> [Action item] Which of the lines below include the word "Jodoin"? Pull each one out.

> [Exercise data]
=-=-=
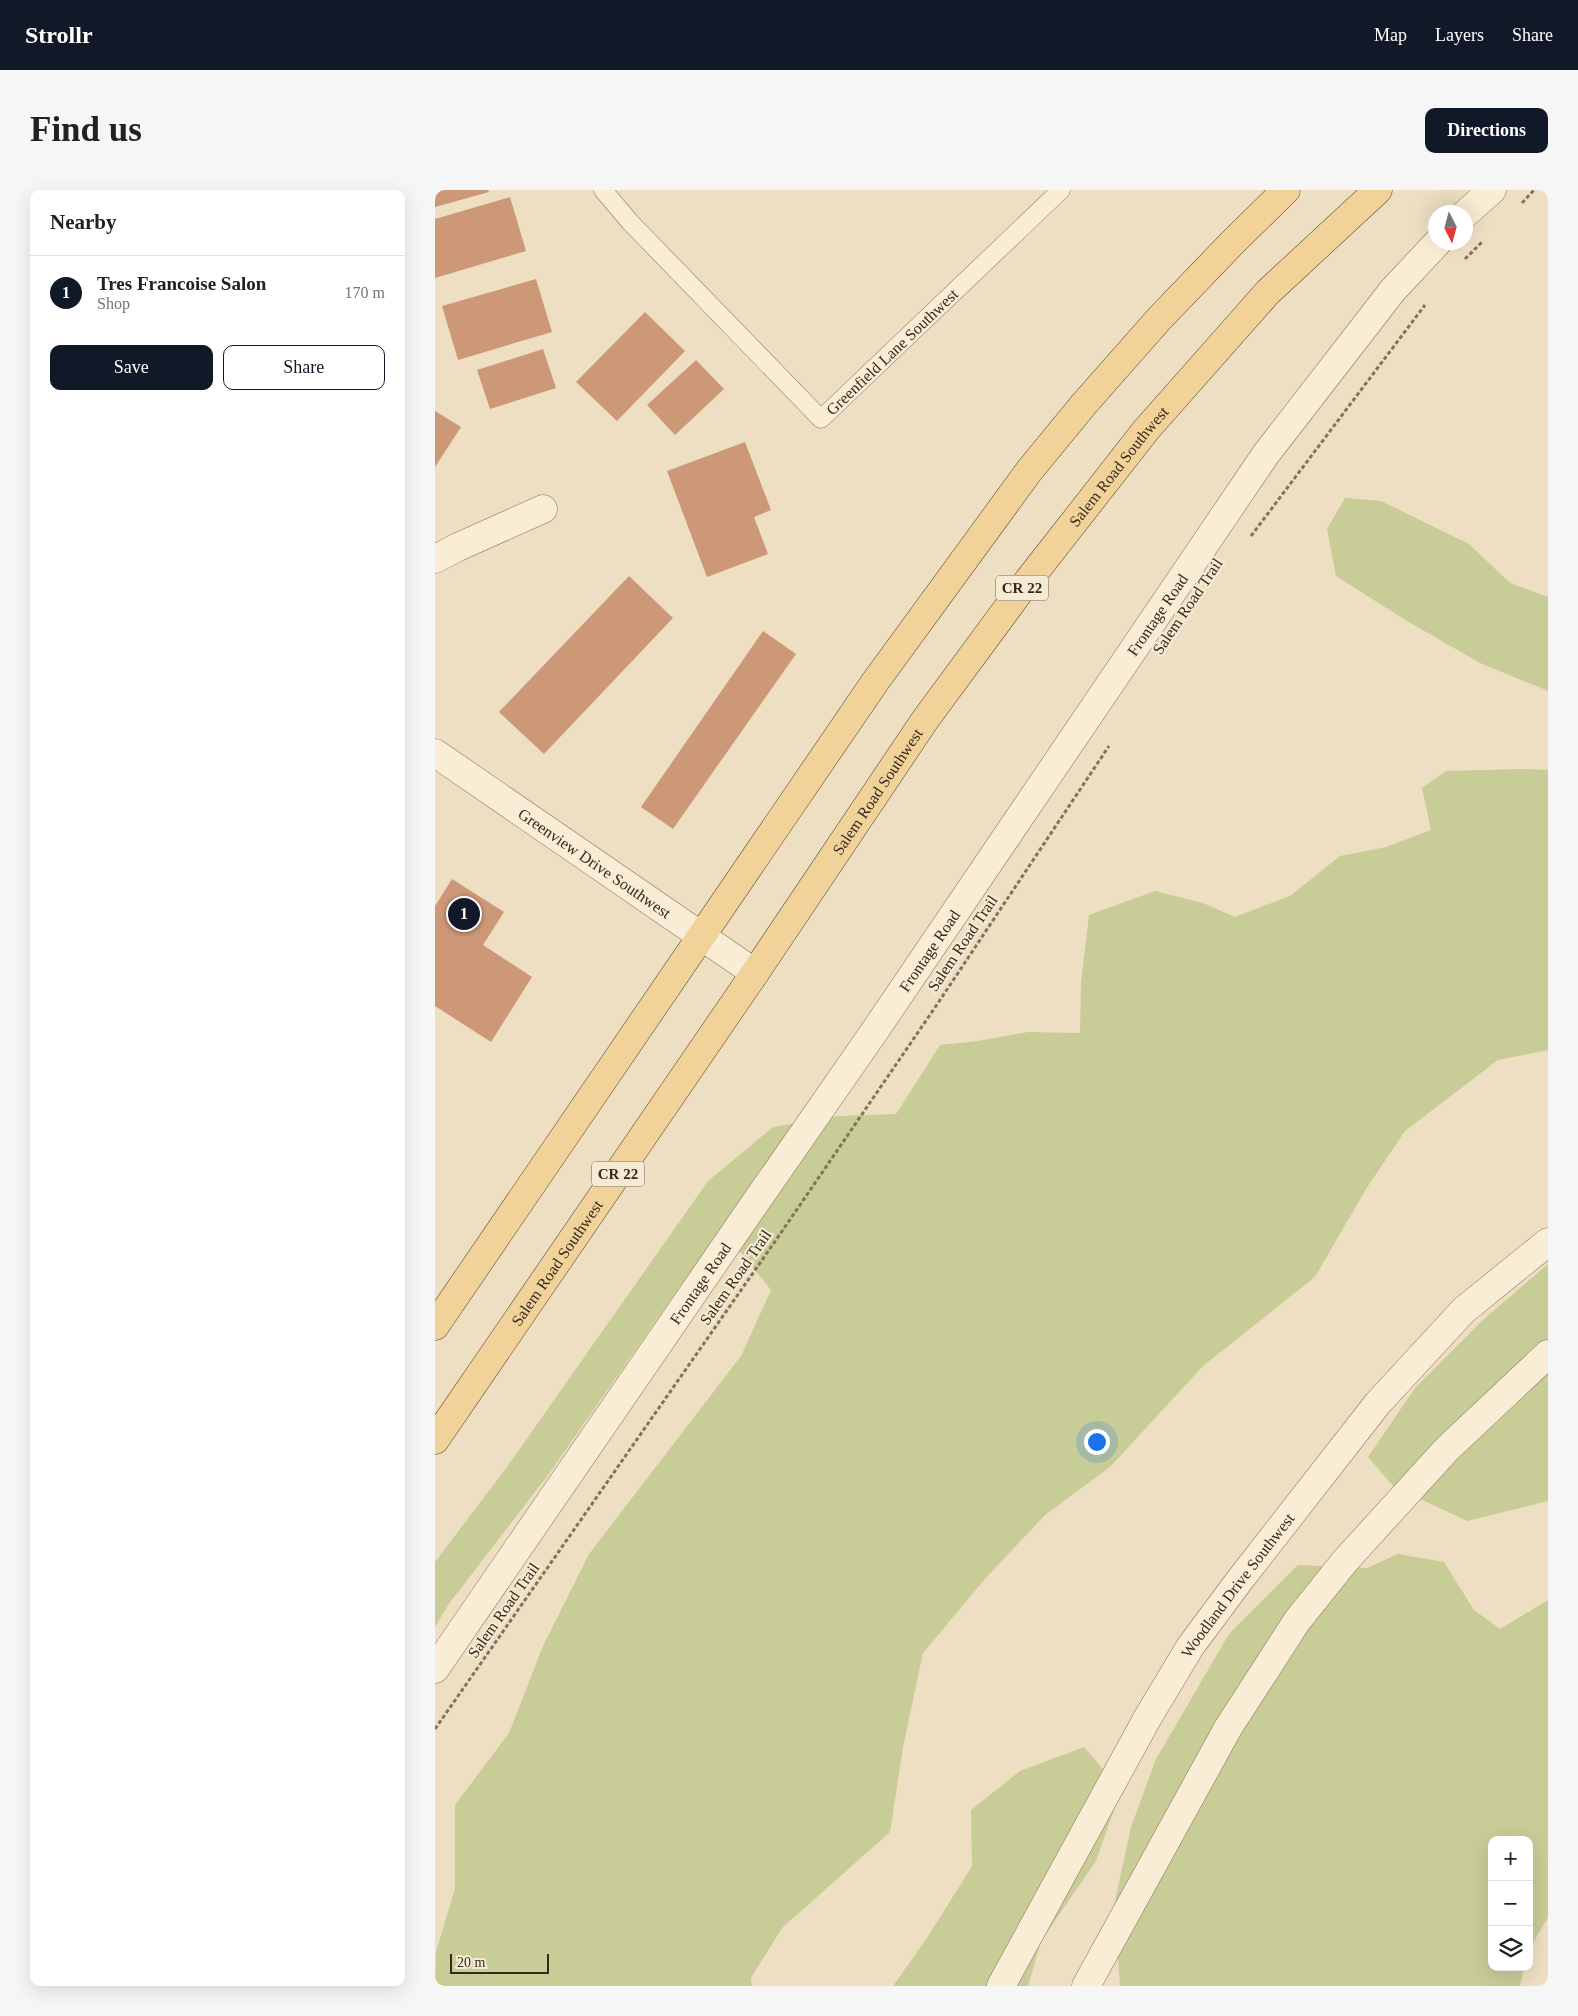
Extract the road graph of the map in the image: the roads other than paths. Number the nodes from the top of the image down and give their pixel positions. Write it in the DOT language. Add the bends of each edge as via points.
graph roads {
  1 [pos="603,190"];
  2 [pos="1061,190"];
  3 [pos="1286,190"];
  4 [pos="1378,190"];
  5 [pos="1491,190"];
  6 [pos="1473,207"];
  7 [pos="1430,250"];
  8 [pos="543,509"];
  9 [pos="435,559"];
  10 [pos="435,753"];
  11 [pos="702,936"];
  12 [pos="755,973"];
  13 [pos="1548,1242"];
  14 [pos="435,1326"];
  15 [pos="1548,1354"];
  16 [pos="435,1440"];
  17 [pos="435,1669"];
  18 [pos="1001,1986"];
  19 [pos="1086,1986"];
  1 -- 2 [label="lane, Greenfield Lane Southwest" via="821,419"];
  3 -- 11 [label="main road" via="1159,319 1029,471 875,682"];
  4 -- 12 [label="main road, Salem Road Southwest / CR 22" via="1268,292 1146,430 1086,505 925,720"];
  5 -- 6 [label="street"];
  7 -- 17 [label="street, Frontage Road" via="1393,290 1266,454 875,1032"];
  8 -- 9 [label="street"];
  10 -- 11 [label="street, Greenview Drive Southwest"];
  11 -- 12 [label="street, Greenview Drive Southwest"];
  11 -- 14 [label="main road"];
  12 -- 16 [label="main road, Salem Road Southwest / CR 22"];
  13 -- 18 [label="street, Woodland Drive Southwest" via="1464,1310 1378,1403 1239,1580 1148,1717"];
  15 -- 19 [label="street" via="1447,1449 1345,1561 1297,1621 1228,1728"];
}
=-=-=
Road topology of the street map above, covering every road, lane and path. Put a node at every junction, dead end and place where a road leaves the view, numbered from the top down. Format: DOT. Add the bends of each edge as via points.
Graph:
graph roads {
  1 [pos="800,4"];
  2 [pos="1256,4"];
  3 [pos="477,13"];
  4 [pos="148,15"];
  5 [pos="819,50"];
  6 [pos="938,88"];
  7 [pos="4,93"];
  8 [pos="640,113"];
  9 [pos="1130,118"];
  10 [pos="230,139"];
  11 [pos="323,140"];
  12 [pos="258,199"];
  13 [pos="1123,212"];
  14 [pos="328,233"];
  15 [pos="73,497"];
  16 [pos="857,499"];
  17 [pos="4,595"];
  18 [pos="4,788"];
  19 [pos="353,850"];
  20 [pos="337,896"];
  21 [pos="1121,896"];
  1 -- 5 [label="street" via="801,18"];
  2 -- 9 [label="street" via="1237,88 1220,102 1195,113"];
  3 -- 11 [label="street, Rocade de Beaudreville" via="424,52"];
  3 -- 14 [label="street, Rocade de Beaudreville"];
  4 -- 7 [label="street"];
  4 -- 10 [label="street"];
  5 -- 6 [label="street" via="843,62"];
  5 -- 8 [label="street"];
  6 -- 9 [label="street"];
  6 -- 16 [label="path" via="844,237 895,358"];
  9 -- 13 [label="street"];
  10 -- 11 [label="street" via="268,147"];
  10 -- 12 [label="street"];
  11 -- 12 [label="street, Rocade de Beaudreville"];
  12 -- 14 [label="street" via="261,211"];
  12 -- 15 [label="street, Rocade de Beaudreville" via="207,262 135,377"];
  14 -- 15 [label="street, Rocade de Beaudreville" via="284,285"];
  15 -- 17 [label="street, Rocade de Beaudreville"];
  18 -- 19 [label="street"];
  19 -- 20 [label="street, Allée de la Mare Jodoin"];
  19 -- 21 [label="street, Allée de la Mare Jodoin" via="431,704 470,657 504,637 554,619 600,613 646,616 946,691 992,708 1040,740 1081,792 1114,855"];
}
=-=-=
> [Solution to this problem]
  19 -- 20 [label="street, Allée de la Mare Jodoin"];
  19 -- 21 [label="street, Allée de la Mare Jodoin" via="431,704 470,657 504,637 554,619 600,613 646,616 946,691 992,708 1040,740 1081,792 1114,855"];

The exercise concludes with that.